»»
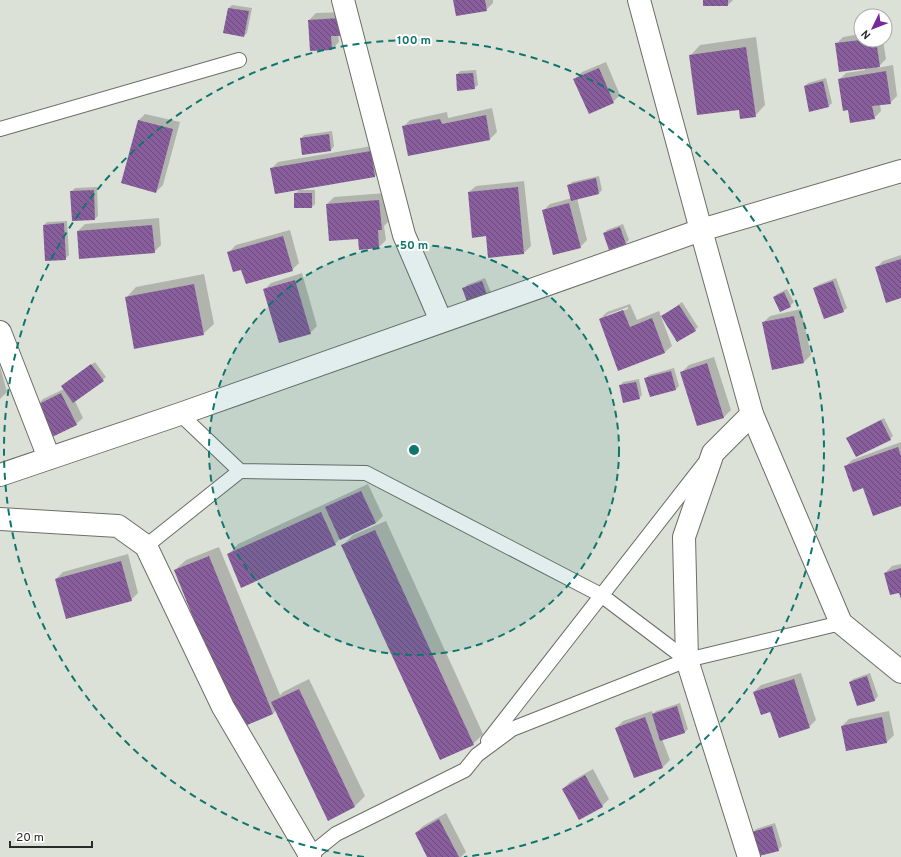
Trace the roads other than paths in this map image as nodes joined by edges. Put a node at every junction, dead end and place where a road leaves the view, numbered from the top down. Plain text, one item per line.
1 (343, 0) edge
2 (639, 0) edge
3 (239, 60) dead end
4 (0, 129) edge
5 (901, 171) edge
6 (701, 230) junction
7 (441, 321) junction
8 (0, 332) edge
9 (180, 414) junction
10 (752, 414) junction
11 (713, 453) junction
12 (49, 458) junction
13 (240, 470) junction
14 (0, 475) edge
15 (0, 519) edge
16 (146, 546) junction
17 (601, 595) junction
18 (841, 623) junction
19 (687, 660) junction
20 (901, 672) edge
21 (477, 755) junction
22 (309, 856) edge
23 (749, 857) edge

1 - 7 street
2 - 6 street
3 - 4 lane
5 - 6 street
6 - 7 street
6 - 10 street
7 - 9 street
8 - 12 street
9 - 12 street
9 - 13 lane
10 - 11 street
10 - 18 street
11 - 17 lane
11 - 19 street
12 - 14 street
13 - 16 lane
13 - 17 lane
15 - 16 street
16 - 22 street
17 - 19 lane
17 - 21 lane
18 - 19 lane
18 - 20 street
19 - 21 lane
19 - 23 street
21 - 22 lane

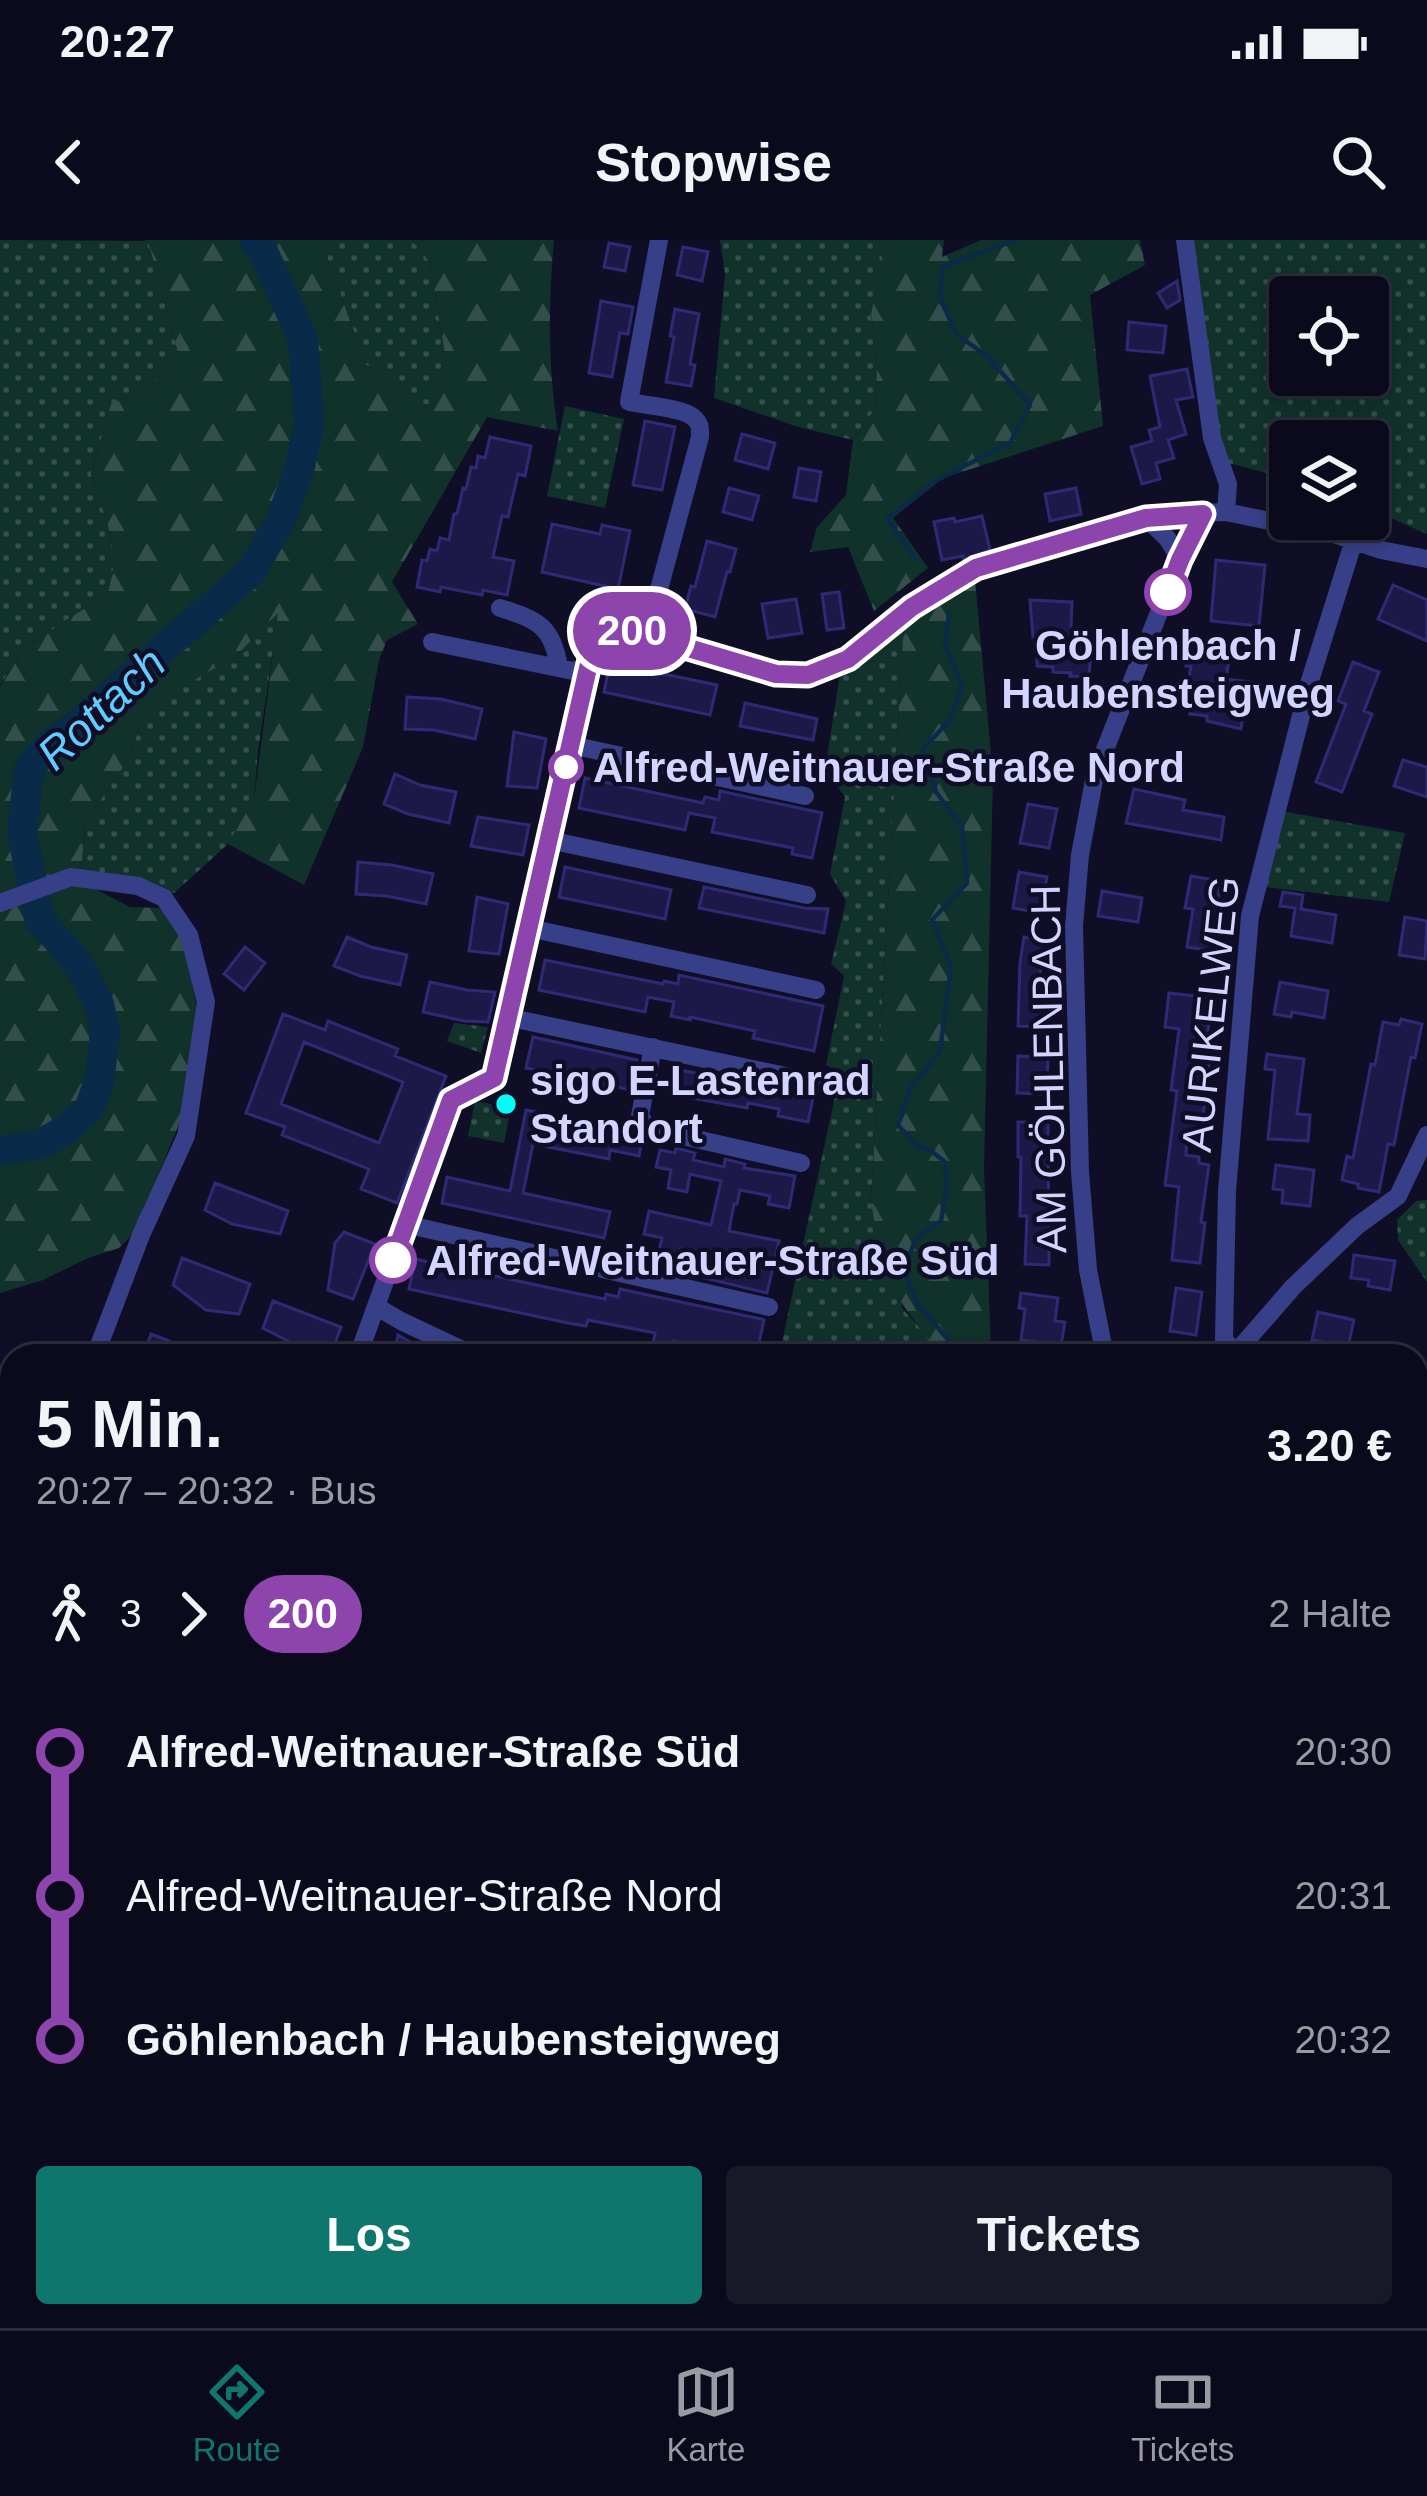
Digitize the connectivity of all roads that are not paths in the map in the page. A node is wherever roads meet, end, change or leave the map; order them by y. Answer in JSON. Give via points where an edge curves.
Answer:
{"nodes":[{"id":1,"x":659,"y":240,"type":"edge"},
{"id":2,"x":1185,"y":240,"type":"edge"},
{"id":3,"x":1226,"y":512,"type":"junction"},
{"id":4,"x":1203,"y":514,"type":"junction"},
{"id":5,"x":1146,"y":518,"type":"junction"},
{"id":6,"x":1269,"y":521,"type":"edge"},
{"id":7,"x":1354,"y":540,"type":"joint"},
{"id":8,"x":1427,"y":559,"type":"edge"},
{"id":9,"x":1180,"y":560,"type":"junction"},
{"id":10,"x":500,"y":608,"type":"dead end"},
{"id":11,"x":647,"y":634,"type":"junction"},
{"id":12,"x":432,"y":642,"type":"dead end"},
{"id":13,"x":590,"y":661,"type":"junction"},
{"id":14,"x":559,"y":668,"type":"junction"},
{"id":15,"x":571,"y":745,"type":"junction"},
{"id":16,"x":805,"y":796,"type":"dead end"},
{"id":17,"x":549,"y":840,"type":"junction"},
{"id":18,"x":807,"y":895,"type":"dead end"},
{"id":19,"x":6,"y":900,"type":"edge"},
{"id":20,"x":529,"y":928,"type":"junction"},
{"id":21,"x":816,"y":990,"type":"dead end"},
{"id":22,"x":507,"y":1017,"type":"junction"},
{"id":23,"x":653,"y":1047,"type":"junction"},
{"id":24,"x":823,"y":1084,"type":"dead end"},
{"id":25,"x":1427,"y":1135,"type":"edge"},
{"id":26,"x":801,"y":1163,"type":"dead end"},
{"id":27,"x":405,"y":1224,"type":"junction"},
{"id":28,"x":377,"y":1307,"type":"junction"},
{"id":29,"x":769,"y":1307,"type":"dead end"},
{"id":30,"x":99,"y":1344,"type":"edge"},
{"id":31,"x":363,"y":1344,"type":"edge"},
{"id":32,"x":450,"y":1344,"type":"edge"},
{"id":33,"x":1103,"y":1344,"type":"edge"},
{"id":34,"x":1228,"y":1344,"type":"edge"},
{"id":35,"x":1246,"y":1344,"type":"edge"}],
"edges":[{"from":1,"to":11,"type":"street","via":[[629,402],[686,413],[700,427]]},
{"from":2,"to":3,"type":"street","via":[[1212,438],[1228,484]]},
{"from":3,"to":4,"type":"street"},
{"from":3,"to":6,"type":"street"},
{"from":4,"to":5,"type":"street"},
{"from":4,"to":9,"type":"street","name":"AM GÖHLENBACH"},
{"from":5,"to":9,"type":"street"},
{"from":5,"to":11,"type":"street","via":[[976,568],[848,659],[808,675],[776,674]]},
{"from":7,"to":8,"type":"street"},
{"from":7,"to":34,"type":"street","name":"AURIKELWEG","via":[[1250,916],[1227,1191]]},
{"from":9,"to":33,"type":"street","name":"AM GÖHLENBACH","via":[[1096,775],[1080,855],[1080,1172]]},
{"from":10,"to":14,"type":"street","via":[[539,624],[555,641]]},
{"from":11,"to":13,"type":"street","via":[[616,632]]},
{"from":12,"to":14,"type":"street"},
{"from":13,"to":14,"type":"street","via":[[573,671]]},
{"from":13,"to":15,"type":"street"},
{"from":15,"to":16,"type":"street"},
{"from":15,"to":17,"type":"street"},
{"from":17,"to":18,"type":"street"},
{"from":17,"to":20,"type":"street"},
{"from":19,"to":30,"type":"street","via":[[71,877],[164,898],[189,935],[206,1001],[185,1136]]},
{"from":20,"to":21,"type":"street"},
{"from":20,"to":22,"type":"street"},
{"from":22,"to":23,"type":"street"},
{"from":22,"to":27,"type":"street","via":[[494,1078],[451,1100]]},
{"from":23,"to":24,"type":"street"},
{"from":23,"to":26,"type":"street","via":[[640,1116],[648,1128]]},
{"from":25,"to":35,"type":"street","via":[[1398,1196],[1293,1287]]},
{"from":27,"to":28,"type":"street"},
{"from":27,"to":29,"type":"street"},
{"from":28,"to":31,"type":"street"},
{"from":28,"to":32,"type":"street"}]}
««
#### [WHAT NEEDS TO BE DONE]
Leave out the pictures and restate, word for word, the lines from the top of the data through the line containing "Digitize the connectivity", both included.

#### [ANSWER]
Trace the roads other than paths in this map image as nodes joined by edges. Put a node at every junction, dead end and place where a road leaves the view, numbered from the top down. Plain text, one item per line.
1 (343, 0) edge
2 (639, 0) edge
3 (239, 60) dead end
4 (0, 129) edge
5 (901, 171) edge
6 (701, 230) junction
7 (441, 321) junction
8 (0, 332) edge
9 (180, 414) junction
10 (752, 414) junction
11 (713, 453) junction
12 (49, 458) junction
13 (240, 470) junction
14 (0, 475) edge
15 (0, 519) edge
16 (146, 546) junction
17 (601, 595) junction
18 (841, 623) junction
19 (687, 660) junction
20 (901, 672) edge
21 (477, 755) junction
22 (309, 856) edge
23 (749, 857) edge

1 - 7 street
2 - 6 street
3 - 4 lane
5 - 6 street
6 - 7 street
6 - 10 street
7 - 9 street
8 - 12 street
9 - 12 street
9 - 13 lane
10 - 11 street
10 - 18 street
11 - 17 lane
11 - 19 street
12 - 14 street
13 - 16 lane
13 - 17 lane
15 - 16 street
16 - 22 street
17 - 19 lane
17 - 21 lane
18 - 19 lane
18 - 20 street
19 - 21 lane
19 - 23 street
21 - 22 lane

Digitize the connectivity of all roads that are not paths in the map in the page. A node is wherever roads meet, end, change or leave the map; order them by y. Answer in JSON. Give via points where an edge curves.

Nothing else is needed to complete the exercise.